About Me

Saturday, February 8, 2014

ENCOUNTERS WITH D&D GAMES

I got my first D&D rule set in 1982, when I was 14, and I been into pencil and paper fantasy role playing games ever since. That doesn't mean I played, since then, of course, finding other players was the hardest part. Creating worlds was easy by comparison. I started playing almost immediately, rolled my first character as soon as I brought the books home. I took me an hour and a half and it was a Magic User. I played my first game with my dad and my brother within that month. It was a disaster, I didn't get a number of game mechanics and managed to turn off both of them to the game. There were two games I played in while at high school. First lasted 15 minutes at the high school library, when a librarian threw me out during my lunch period. It was one of the small feats of petty axxholedness on part of a teachers assistant that have greater repercussions down the road - that game was nipped in the bud. I played with another fellow, a future prominent poet and a songwriter, it was one on one, I played in his world, he played in mine.

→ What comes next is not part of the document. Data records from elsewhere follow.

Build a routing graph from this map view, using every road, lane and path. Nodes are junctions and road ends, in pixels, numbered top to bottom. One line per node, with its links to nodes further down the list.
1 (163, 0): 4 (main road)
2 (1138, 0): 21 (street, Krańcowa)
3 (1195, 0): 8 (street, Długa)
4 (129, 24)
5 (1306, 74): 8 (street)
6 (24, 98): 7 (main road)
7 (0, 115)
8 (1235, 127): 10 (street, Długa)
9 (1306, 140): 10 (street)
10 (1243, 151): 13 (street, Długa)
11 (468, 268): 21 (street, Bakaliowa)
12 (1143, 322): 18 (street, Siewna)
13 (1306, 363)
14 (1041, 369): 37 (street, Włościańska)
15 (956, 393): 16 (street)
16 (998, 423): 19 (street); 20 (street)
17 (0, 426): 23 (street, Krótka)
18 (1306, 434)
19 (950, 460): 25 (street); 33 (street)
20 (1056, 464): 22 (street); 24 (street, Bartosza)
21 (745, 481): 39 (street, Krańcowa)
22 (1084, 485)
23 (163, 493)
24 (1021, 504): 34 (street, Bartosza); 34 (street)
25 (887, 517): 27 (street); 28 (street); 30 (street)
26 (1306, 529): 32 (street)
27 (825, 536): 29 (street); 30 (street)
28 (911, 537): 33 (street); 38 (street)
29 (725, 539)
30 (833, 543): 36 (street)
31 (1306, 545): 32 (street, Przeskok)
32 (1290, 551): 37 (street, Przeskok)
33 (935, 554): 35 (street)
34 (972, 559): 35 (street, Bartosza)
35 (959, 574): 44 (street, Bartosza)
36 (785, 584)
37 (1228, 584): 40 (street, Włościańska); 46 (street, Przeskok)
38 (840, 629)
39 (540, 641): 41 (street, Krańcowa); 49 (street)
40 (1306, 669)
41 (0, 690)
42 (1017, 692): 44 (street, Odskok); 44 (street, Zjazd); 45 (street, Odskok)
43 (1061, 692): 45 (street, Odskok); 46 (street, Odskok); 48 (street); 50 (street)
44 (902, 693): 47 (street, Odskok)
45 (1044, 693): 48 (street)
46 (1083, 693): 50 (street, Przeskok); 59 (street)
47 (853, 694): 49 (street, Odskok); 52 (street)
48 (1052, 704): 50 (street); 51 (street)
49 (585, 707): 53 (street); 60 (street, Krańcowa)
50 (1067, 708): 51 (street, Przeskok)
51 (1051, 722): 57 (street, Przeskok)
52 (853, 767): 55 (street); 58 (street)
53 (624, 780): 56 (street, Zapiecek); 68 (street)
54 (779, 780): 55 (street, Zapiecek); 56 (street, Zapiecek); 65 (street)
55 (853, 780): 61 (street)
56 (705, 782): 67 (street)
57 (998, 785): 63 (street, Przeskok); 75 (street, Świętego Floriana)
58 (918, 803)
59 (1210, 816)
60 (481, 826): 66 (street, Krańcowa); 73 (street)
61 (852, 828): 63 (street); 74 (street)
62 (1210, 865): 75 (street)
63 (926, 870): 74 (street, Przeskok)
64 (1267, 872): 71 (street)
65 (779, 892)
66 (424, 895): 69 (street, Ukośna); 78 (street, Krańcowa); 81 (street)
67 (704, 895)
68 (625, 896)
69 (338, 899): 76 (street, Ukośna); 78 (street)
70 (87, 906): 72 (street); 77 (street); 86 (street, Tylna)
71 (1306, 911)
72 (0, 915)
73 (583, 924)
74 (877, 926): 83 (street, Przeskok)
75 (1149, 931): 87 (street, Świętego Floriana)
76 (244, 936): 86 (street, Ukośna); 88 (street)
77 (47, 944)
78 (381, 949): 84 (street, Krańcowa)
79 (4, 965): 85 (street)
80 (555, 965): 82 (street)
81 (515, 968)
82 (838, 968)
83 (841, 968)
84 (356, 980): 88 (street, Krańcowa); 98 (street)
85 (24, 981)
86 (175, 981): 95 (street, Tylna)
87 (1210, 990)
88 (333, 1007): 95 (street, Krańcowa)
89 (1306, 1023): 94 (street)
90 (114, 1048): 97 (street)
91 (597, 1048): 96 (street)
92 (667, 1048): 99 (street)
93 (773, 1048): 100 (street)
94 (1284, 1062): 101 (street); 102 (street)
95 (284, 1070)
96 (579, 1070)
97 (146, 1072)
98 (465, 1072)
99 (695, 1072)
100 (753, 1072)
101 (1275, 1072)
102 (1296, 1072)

I started playing in the days before the internet and the whole D&D thing was mysterious. The people behind the books in hobby shops, obscure game supplements, hard cover books and game modules that I couldn't afford, the game designers, like mysterious overlords. I played by all the rules, inquiring at the local library and at the hobby shop about games, and eventually found two games. I was in college by then. I didn't last very long in either game. In one, I was a bit older than other kids and we got another player, a construction guy who was, like 35 to my, maybe 21 years to other's 15 and 18 years of age. The game got rid of us, no doubt thanks to the influence of the parents. The other game was humongous affair held at the local public library that involved sixteen players and had a middle aged mad philosopher of a DM, who thought that Catholicism was a Lawful Good religion with evil tendencies. That game was an exercise in boredom: We sat around a huge conference table, and waited 20-30 minutes until our turn came to see what we were doing, which was mostly waiting. Everyone created their own back story and a character, which didn't really matter, for we all were standing in line in front of the dungeon entrance and it took us 3 hours of real time enter the dungeon, advance thirty or fifty feet down the corridor, and find the mysterious writing on the wall that nobody could read. The game was a failure, but it served as a meeting ground for several small groups to start their own games. The game was like a committee of inquest, but in reverse: In a matter of seconds, an accident occurs, that takes some lives, and forever changes others. In the aftermath, boards of inquiry and committees sit in long meetings recreating the tragic events in excruciating detail. Ina large D&D game the reverse happens: A group of players led by DM sits in a long sessions, hammering out what actually happens in a few minutes of intense combat and exploration. That aspect of D&D is also reminiscent of one other dynamic. In post WW2 military adventures and before arrival of the ubiquitous choppers in Vietnam, patrols were done by large and long columns and convoys of vehicles. The front of the column of the side might be ambushed and attacked by the enemy, and that sector would be involved in combat, while the rest of the column would spend hours just smoking and waiting for the vehicles to start moving again.

Some in D&D gaming is a predictable cliché of D&D as a psychological coping mechanism. Here I was, a large dude, driving a truck to pay for college, boxing and playing war-games with real weapons in my national guard unit, having my D&D character pistol whipped by barbarian giant, played by a tiny little 13 year old from a broken home hiding behind thick specks. Less predictably, I got thrown out of a game, after my thief was attacked by another player character, thief drew knife and managed to kill the attacker with a natural 20. I was not invited to that game again, because I fight with and I kill other PC's. True to form, the douche bag of that DM didn't know that I knew and carried on as if he was my friend. There were two  ore interesting things that clued me in, that there was more going on in the game, than just D&D. I ran a brief game, where players filled out their character sheets with the biographic details of their alter egos. Fifteen years later, these biographic details became real, for most part, contrary to their own and their families' expectations. Much later, I was sitting in a patrol car with a grizzled police sergeant close to retirement and I explained D&D to him. And he exclaimed: Those guys are playing an armed robbery! Open the door, kill the monster, take the treasure! Force your way in, shoot the victim, take the money!